# Radeon 6870X2 reviewed



## rchi84 (Jul 7, 2011)

The first review is up 

Overclock 3D review of Powercolour 6870X2

Promising start. Let's hope they get the pricing right..


----------



## vickybat (Jul 7, 2011)

^^Its around 40 pounds expensive than 6870cf but is a bit faster as well. So highly recommended imo.

Amd should have thought of it before as a product launch cause it would have been great.

Thanks for the review buddy.


----------



## comp@ddict (Jul 7, 2011)

It's wayy to expensive, look here:

Newegg.com - PowerColor AX6870X2 2GBD5-2DHG Radeon HD 6870 x2 2GB 2 X 256bit (256bit) GDDR5 PCI Express 2.1 x16 HDCP Ready CrossFireX Support Video Card with Eyefinity

Another review:

*www.kitguru.net/components/graphic-cards/zardon/vtx3d-hd6870-x2-review/


----------



## vickybat (Jul 7, 2011)

^^ Look carefully friend. I mentioned pounds and not dollars. 500 dollars are roughly equal to 300 pounds.

And at this price, its a bit cheaper than the gtx 580 and is a better performer than the 580 as well.

But the main concern is the heat and 86c is very hot. So in countries like india, that can be an issue in hot places like north and eastern india. 
Besides there are also some micro-stuttering issue.
So people should not jump for it right away but should wait for these problems to be fixed.
Btw thanks for that good review buddy.


----------



## comp@ddict (Jul 7, 2011)

> And at this price, its a bit cheaper than the gtx 580 and is a better performer than the 580 as well.



True true very true, at some places it performs better than GTX580, and in some places, better than GTX590, and in some, better than GTX580 SLi.
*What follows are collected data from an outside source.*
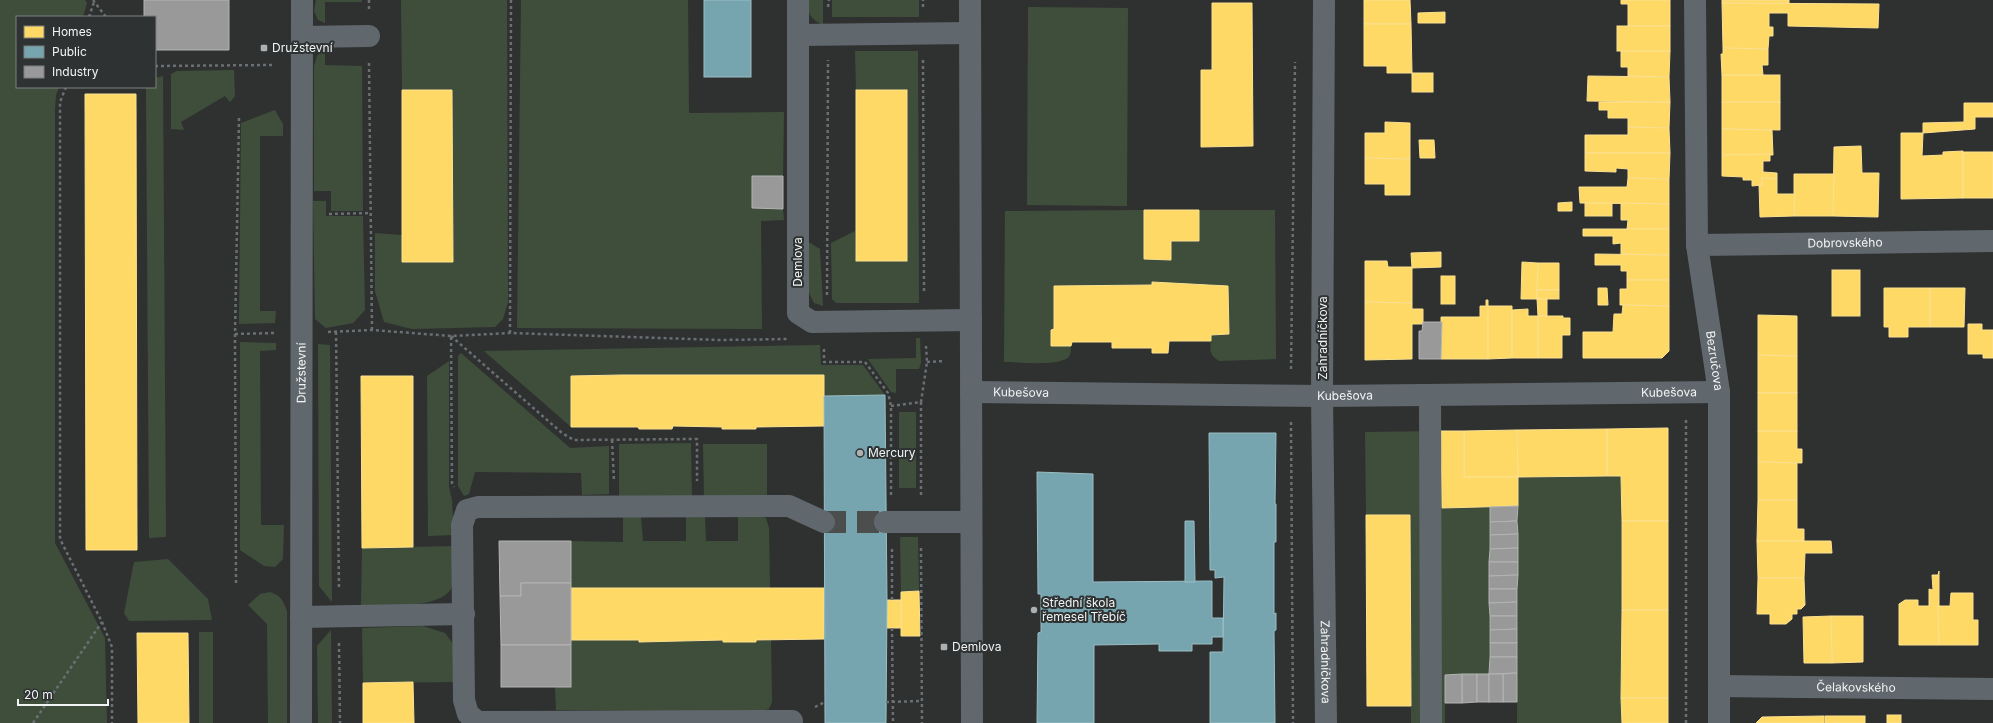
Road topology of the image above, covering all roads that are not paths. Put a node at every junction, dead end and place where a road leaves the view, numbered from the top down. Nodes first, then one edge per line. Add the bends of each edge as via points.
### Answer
1 (302, 0) edge
2 (798, 0) edge
3 (970, 0) edge
4 (1324, 0) edge
5 (1695, 0) edge
6 (970, 33) junction
7 (798, 35) junction
8 (369, 36) road end
9 (302, 37) junction
10 (1993, 241) edge
11 (1697, 245) junction
12 (971, 320) junction
13 (971, 392) junction
14 (1719, 392) junction
15 (1430, 395) junction
16 (1322, 396) junction
17 (824, 522) tunnel mouth
18 (888, 522) tunnel mouth
19 (971, 522) junction
20 (464, 614) junction
21 (301, 617) junction
22 (1719, 686) junction
23 (1993, 689) edge
24 (792, 721) dead end
25 (301, 723) edge
26 (972, 723) edge
27 (1326, 723) edge
28 (1431, 723) edge
29 (1719, 723) edge

1 - 9 street, Družstevní
2 - 7 street, Demlova
3 - 6 street
4 - 16 street, Zahradníčkova
5 - 11 street, Bezručova
6 - 7 street
6 - 12 street
7 - 12 street, Demlova via 798,313 812,322
8 - 9 street
9 - 21 street, Družstevní
10 - 11 street, Dobrovského
11 - 14 street, Bezručova
12 - 13 street
13 - 16 street, Kubešova
13 - 19 street
14 - 15 street, Kubešova
14 - 22 street, Bezručova
15 - 16 street, Kubešova
15 - 28 street
16 - 27 street, Zahradníčkova
17 - 20 street via 790,506 478,507 467,510 462,525
18 - 19 street
19 - 26 street
20 - 21 street
20 - 24 street via 464,700 468,714 478,722
21 - 25 street, Družstevní
22 - 23 street, Čelakovského
22 - 29 street, Bezručova

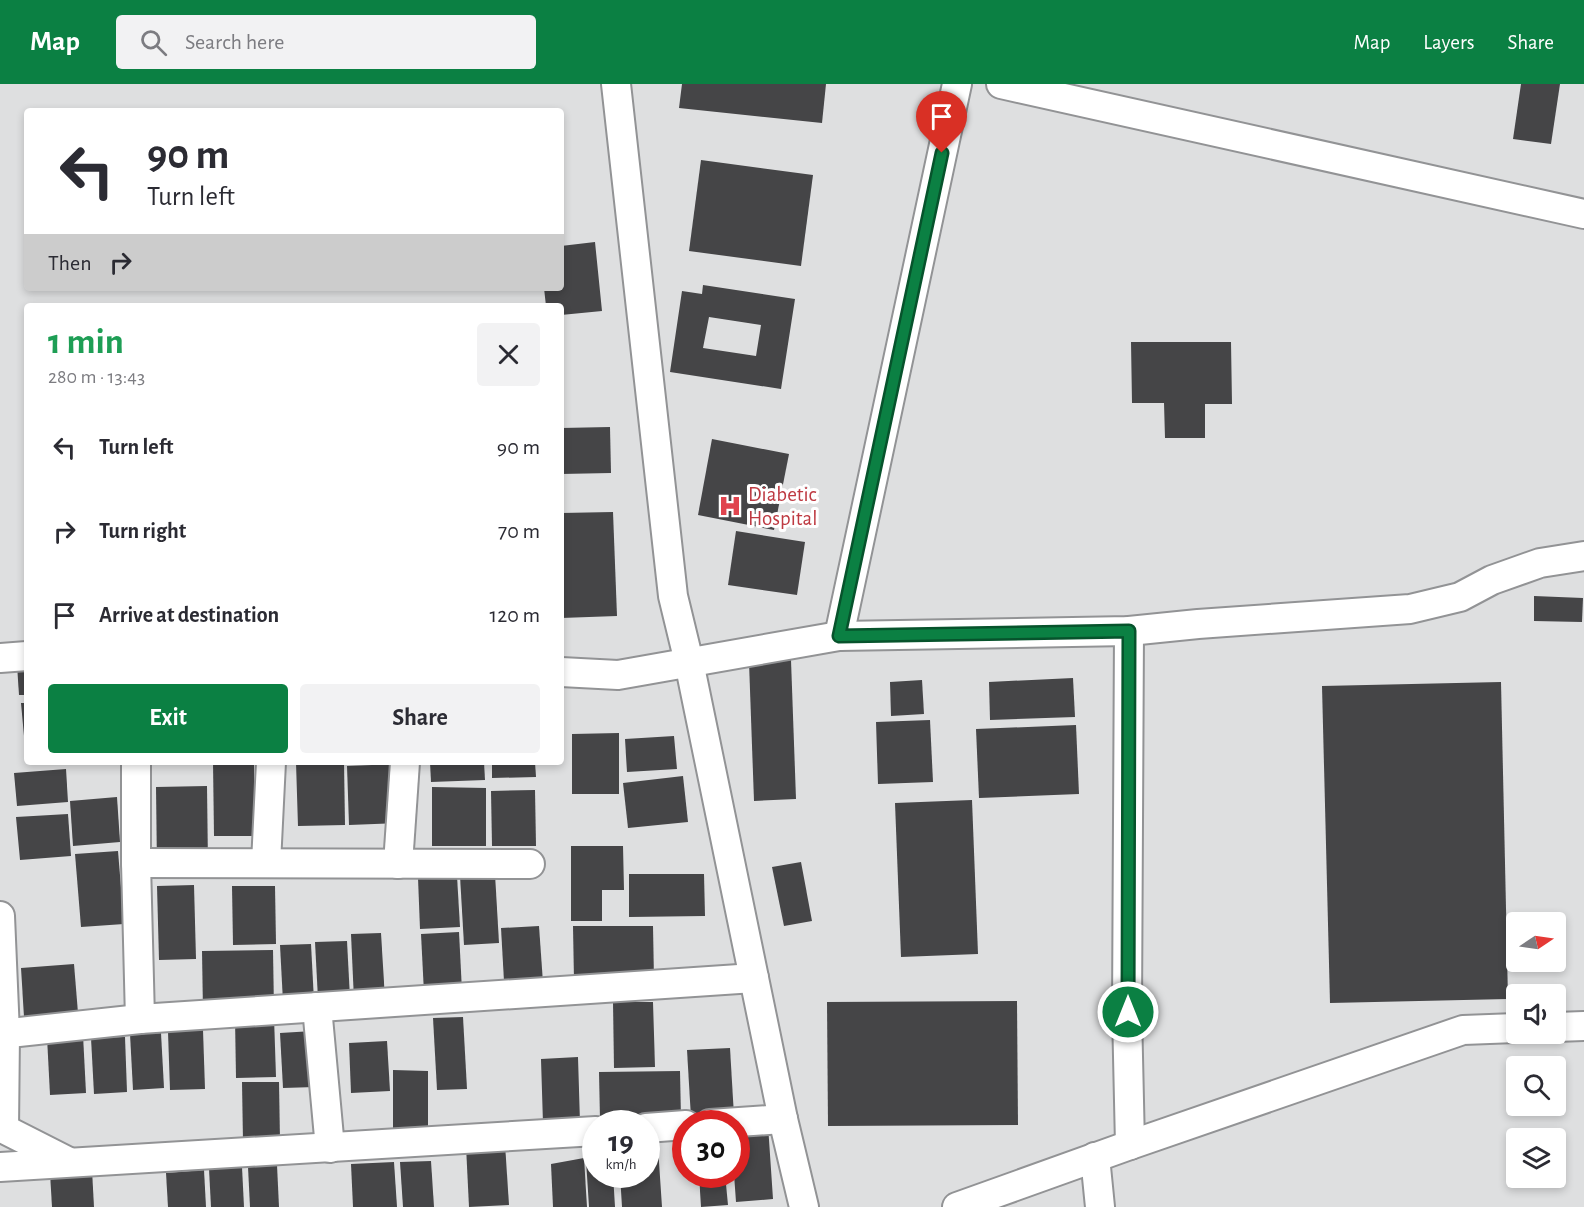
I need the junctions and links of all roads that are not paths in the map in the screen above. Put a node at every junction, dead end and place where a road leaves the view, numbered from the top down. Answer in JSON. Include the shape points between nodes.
{"nodes":[{"id":1,"x":616,"y":84,"type":"edge"},
{"id":2,"x":957,"y":84,"type":"edge"},
{"id":3,"x":1000,"y":84,"type":"edge"},
{"id":4,"x":1055,"y":90,"type":"edge"},
{"id":5,"x":1584,"y":214,"type":"edge"},
{"id":6,"x":1584,"y":555,"type":"edge"},
{"id":7,"x":1129,"y":631,"type":"junction"},
{"id":8,"x":839,"y":636,"type":"junction"},
{"id":9,"x":24,"y":656,"type":"edge"},
{"id":10,"x":0,"y":658,"type":"edge"},
{"id":11,"x":689,"y":662,"type":"junction"},
{"id":12,"x":564,"y":672,"type":"edge"},
{"id":13,"x":136,"y":765,"type":"edge"},
{"id":14,"x":271,"y":765,"type":"edge"},
{"id":15,"x":405,"y":765,"type":"edge"},
{"id":16,"x":136,"y":863,"type":"junction"},
{"id":17,"x":266,"y":863,"type":"junction"},
{"id":18,"x":398,"y":864,"type":"junction"},
{"id":19,"x":530,"y":864,"type":"dead end"},
{"id":20,"x":0,"y":916,"type":"edge"},
{"id":21,"x":754,"y":978,"type":"junction"},
{"id":22,"x":316,"y":1007,"type":"junction"},
{"id":23,"x":140,"y":1019,"type":"junction"},
{"id":24,"x":1584,"y":1026,"type":"edge"},
{"id":25,"x":1566,"y":1027,"type":"edge"},
{"id":26,"x":1506,"y":1028,"type":"edge"},
{"id":27,"x":2,"y":1034,"type":"edge"},
{"id":28,"x":783,"y":1119,"type":"junction"},
{"id":29,"x":750,"y":1121,"type":"edge"},
{"id":30,"x":582,"y":1132,"type":"edge"},
{"id":31,"x":1130,"y":1145,"type":"junction"},
{"id":32,"x":330,"y":1148,"type":"junction"},
{"id":33,"x":1095,"y":1158,"type":"junction"},
{"id":34,"x":71,"y":1163,"type":"junction"},
{"id":35,"x":0,"y":1167,"type":"edge"},
{"id":36,"x":804,"y":1207,"type":"edge"},
{"id":37,"x":957,"y":1207,"type":"edge"},
{"id":38,"x":1100,"y":1207,"type":"edge"}],
"edges":[{"from":1,"to":11,"type":"street","via":[[672,596]]},
{"from":2,"to":8,"type":"street"},
{"from":3,"to":4,"type":"street"},
{"from":4,"to":5,"type":"street"},
{"from":6,"to":7,"type":"street","via":[[1540,563],[1492,580],[1460,597],[1410,609]]},
{"from":7,"to":8,"type":"street"},
{"from":7,"to":31,"type":"street"},
{"from":8,"to":11,"type":"street"},
{"from":9,"to":10,"type":"street"},
{"from":11,"to":12,"type":"street","via":[[618,675]]},
{"from":11,"to":21,"type":"street"},
{"from":13,"to":16,"type":"street"},
{"from":14,"to":17,"type":"street"},
{"from":15,"to":18,"type":"street"},
{"from":16,"to":17,"type":"street"},
{"from":16,"to":23,"type":"street"},
{"from":17,"to":18,"type":"street"},
{"from":18,"to":19,"type":"street"},
{"from":20,"to":27,"type":"street"},
{"from":21,"to":22,"type":"street"},
{"from":21,"to":28,"type":"street"},
{"from":22,"to":23,"type":"street"},
{"from":22,"to":32,"type":"street"},
{"from":23,"to":27,"type":"street"},
{"from":24,"to":25,"type":"street"},
{"from":26,"to":31,"type":"street","via":[[1463,1030]]},
{"from":27,"to":34,"type":"street","via":[[4,1129]]},
{"from":28,"to":29,"type":"street"},
{"from":28,"to":36,"type":"street"},
{"from":30,"to":32,"type":"street"},
{"from":31,"to":33,"type":"street"},
{"from":32,"to":34,"type":"street"},
{"from":33,"to":37,"type":"street"},
{"from":33,"to":38,"type":"street"},
{"from":34,"to":35,"type":"street"}]}
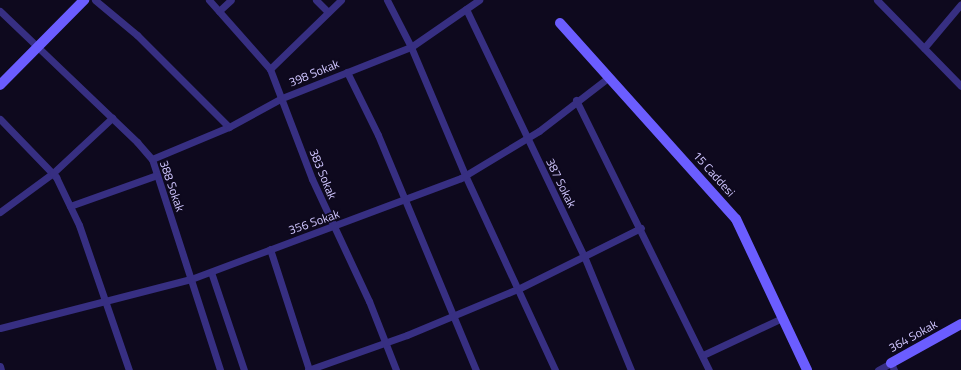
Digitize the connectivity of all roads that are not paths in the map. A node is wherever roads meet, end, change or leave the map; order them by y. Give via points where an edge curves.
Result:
1 (84, 0) edge
2 (95, 0) edge
3 (209, 0) edge
4 (231, 0) edge
5 (316, 0) edge
6 (340, 0) edge
7 (386, 0) edge
8 (479, 0) edge
9 (877, 0) edge
10 (958, 0) edge
11 (961, 3) edge
12 (466, 9) junction
13 (0, 11) edge
14 (220, 11) junction
15 (328, 12) junction
16 (560, 23) dead end
17 (411, 47) junction
18 (40, 48) junction
19 (924, 48) junction
20 (270, 69) junction
21 (347, 72) junction
22 (609, 77) junction
23 (0, 85) edge
24 (961, 86) edge
25 (282, 98) junction
26 (576, 100) junction
27 (112, 118) junction
28 (0, 119) edge
29 (229, 127) junction
30 (527, 138) junction
31 (152, 159) junction
32 (53, 173) junction
33 (157, 175) junction
34 (466, 175) junction
35 (404, 202) junction
36 (70, 206) junction
37 (0, 212) edge
38 (333, 227) junction
39 (641, 228) junction
40 (270, 249) junction
41 (584, 256) junction
42 (211, 272) junction
43 (191, 279) junction
44 (520, 288) junction
45 (106, 300) junction
46 (452, 316) junction
47 (782, 318) junction
48 (961, 324) edge
49 (0, 328) edge
50 (384, 341) junction
51 (703, 355) junction
52 (0, 366) edge
53 (893, 366) edge
54 (1, 370) edge
55 (129, 370) edge
56 (220, 370) edge
57 (244, 370) edge
58 (309, 370) edge
59 (396, 370) edge
60 (476, 370) edge
61 (555, 370) edge
62 (631, 370) edge
63 (709, 370) edge
64 (807, 370) edge
65 (878, 370) edge

1 - 18 street
2 - 29 street via 137,35
3 - 14 street, 383 Sokak
4 - 14 street
5 - 15 street
6 - 15 street
7 - 17 street
8 - 12 street, 398 Sokak
9 - 19 street
10 - 11 street
11 - 19 street
12 - 17 street, 398 Sokak
12 - 30 street, 387 Sokak
13 - 18 street, 388 Sokak
14 - 20 street, 383 Sokak
15 - 20 street
16 - 22 street, 15 Caddesi
17 - 21 street, 398 Sokak
17 - 34 street
18 - 23 street
18 - 27 street, 388 Sokak
19 - 24 street
20 - 25 street, 383 Sokak
21 - 25 street, 398 Sokak
21 - 35 street via 378,135
22 - 26 street, 356 Sokak
22 - 47 street, 15 Caddesi via 736,219
25 - 29 street, 398 Sokak
25 - 38 street, 383 Sokak
26 - 30 street, 356 Sokak
26 - 39 street
27 - 31 street, 388 Sokak
27 - 32 street
28 - 32 street
29 - 31 street, 398 Sokak
30 - 34 street, 356 Sokak
30 - 41 street, 387 Sokak
31 - 33 street, 388 Sokak
32 - 36 street
32 - 37 street
33 - 36 street
33 - 43 street, 388 Sokak
34 - 35 street, 356 Sokak
34 - 44 street
35 - 38 street, 356 Sokak
35 - 46 street
36 - 45 street
38 - 40 street, 356 Sokak
38 - 50 street, 383 Sokak via 369,301
39 - 41 street
39 - 51 street
40 - 42 street, 356 Sokak
40 - 58 street
41 - 44 street
41 - 62 street, 387 Sokak
42 - 43 street, 356 Sokak
42 - 57 street
43 - 45 street, 356 Sokak
43 - 56 street, 388 Sokak
44 - 46 street
44 - 61 street
45 - 49 street, 356 Sokak
45 - 55 street
46 - 50 street
46 - 60 street
47 - 51 street
47 - 64 street, 15 Caddesi
48 - 53 street, 364 Sokak
50 - 58 street
50 - 59 street, 383 Sokak
51 - 63 street
52 - 54 street
53 - 65 street, 364 Sokak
Overall I would say, "WIN CARD"


----------



## tkin (Jul 7, 2011)

comp@ddict said:


> True true very true, at some places it performs better than GTX580, and in some places, better than GTX590, and in some, better than GTX580 SLi.
> 
> Overall I would say, "WIN CARD"


And when micro stutter kicks in?


----------



## comp@ddict (Jul 7, 2011)

> And when micro stutter kicks in?



note: driver performance

Microstutter is there in every dual-setup.


----------



## tkin (Jul 7, 2011)

comp@ddict said:


> note: driver performance
> 
> Microstutter is there in every dual-setup.


Better go single then?


----------



## asingh (Jul 7, 2011)

^^
With mature drivers there is hardly micro stutter in games. Unless you "look" for it, instead of pointing your gun at the enemy.


----------



## rchi84 (Jul 10, 2011)

Another review. This time by Techpowerup.

Radeon 6870X2 review


----------



## Cilus (Jul 10, 2011)

Here is the Club3D HD 6870 X2 review from *Guru3D*.
Performance wise the card got the guru3D recommended award. The problem is the high noise level. The card is really cool, thanks to its custom cooling. Other problem is price, it is costlier than 2 HD 6870. But the thing is if you purchase this card, it will leave you space for future upgrades, adding another HD 6870 for Tri Fire or another X2 for Quad Fire. And two X2 is Quadfire is far better performer than a GTX 580 SLI in a cheap price.


----------



## asingh (Jul 10, 2011)

^^
Plus it will take up less space.


----------



## tkin (Jul 10, 2011)

^^ Nice card, this should have come from ati from the start, so that it would be available everywhere, here in India we can't buy these, no club3d here, doesn't sapphire has a 6870x2? Is it available here?


----------



## Cilus (Jul 10, 2011)

No, there is no Sapphire HD 6870 X2. Only Powercolor and Club3D have launched the X2.


----------



## tkin (Jul 10, 2011)

^^ Hmm, tirupati keeps powercolor, wonder if they will import it (probably not, seeing how they are going ga ga over evga, too little too late).


----------



## nilgtx260 (Jul 10, 2011)

^^ I dont think they will bring this gpu to India, this one is premium gpu


----------



## vickybat (Jul 10, 2011)

Its kind of a late launch from the boardmakers cause new gpu's are on the horizon.

But actually these cards make lot of sense. Amd did not launch them because it would have canibalised their 6970 gpu's.


----------



## rchi84 (Jul 10, 2011)

Nahin yaar, the price gap is too much for it to be a threat to the 6970. But i agree, it makes the 6990 seem way overpriced..


----------



## vickybat (Jul 10, 2011)

^^ Isn't it 25k?


----------



## tkin (Jul 10, 2011)

vickybat said:


> ^^ Isn't it 25k?


6990? Its 40k+ here.


----------



## rchi84 (Jul 10, 2011)

No vicky, if only simple conversions translated into market prices,lol. In the US, you can find the Radeon 6970 and Geforce 570s at around the 350$ range, which comes to around 16K in INR na. 

But we end up with a premium of around 3-5K on each card. So if the 6870X2 was priced at 500$ in the us, our price here would be closer to 30K. sad but true


----------



## vickybat (Jul 10, 2011)

tkin said:


> 6990? Its 40k+ here.



No no, i was querying about 6870x2.



rchi84 said:


> No vicky, if only simple conversions translated into market prices,lol. In the US, you can find the Radeon 6970 and Geforce 570s at around the 350$ range, which comes to around 16K in INR na.
> 
> But we end up with a premium of around 3-5K on each card. So if the 6870X2 was priced at 500$ in the us, our price here would be closer to 30K. sad but true



Oh, then 30k seems very overpriced.


----------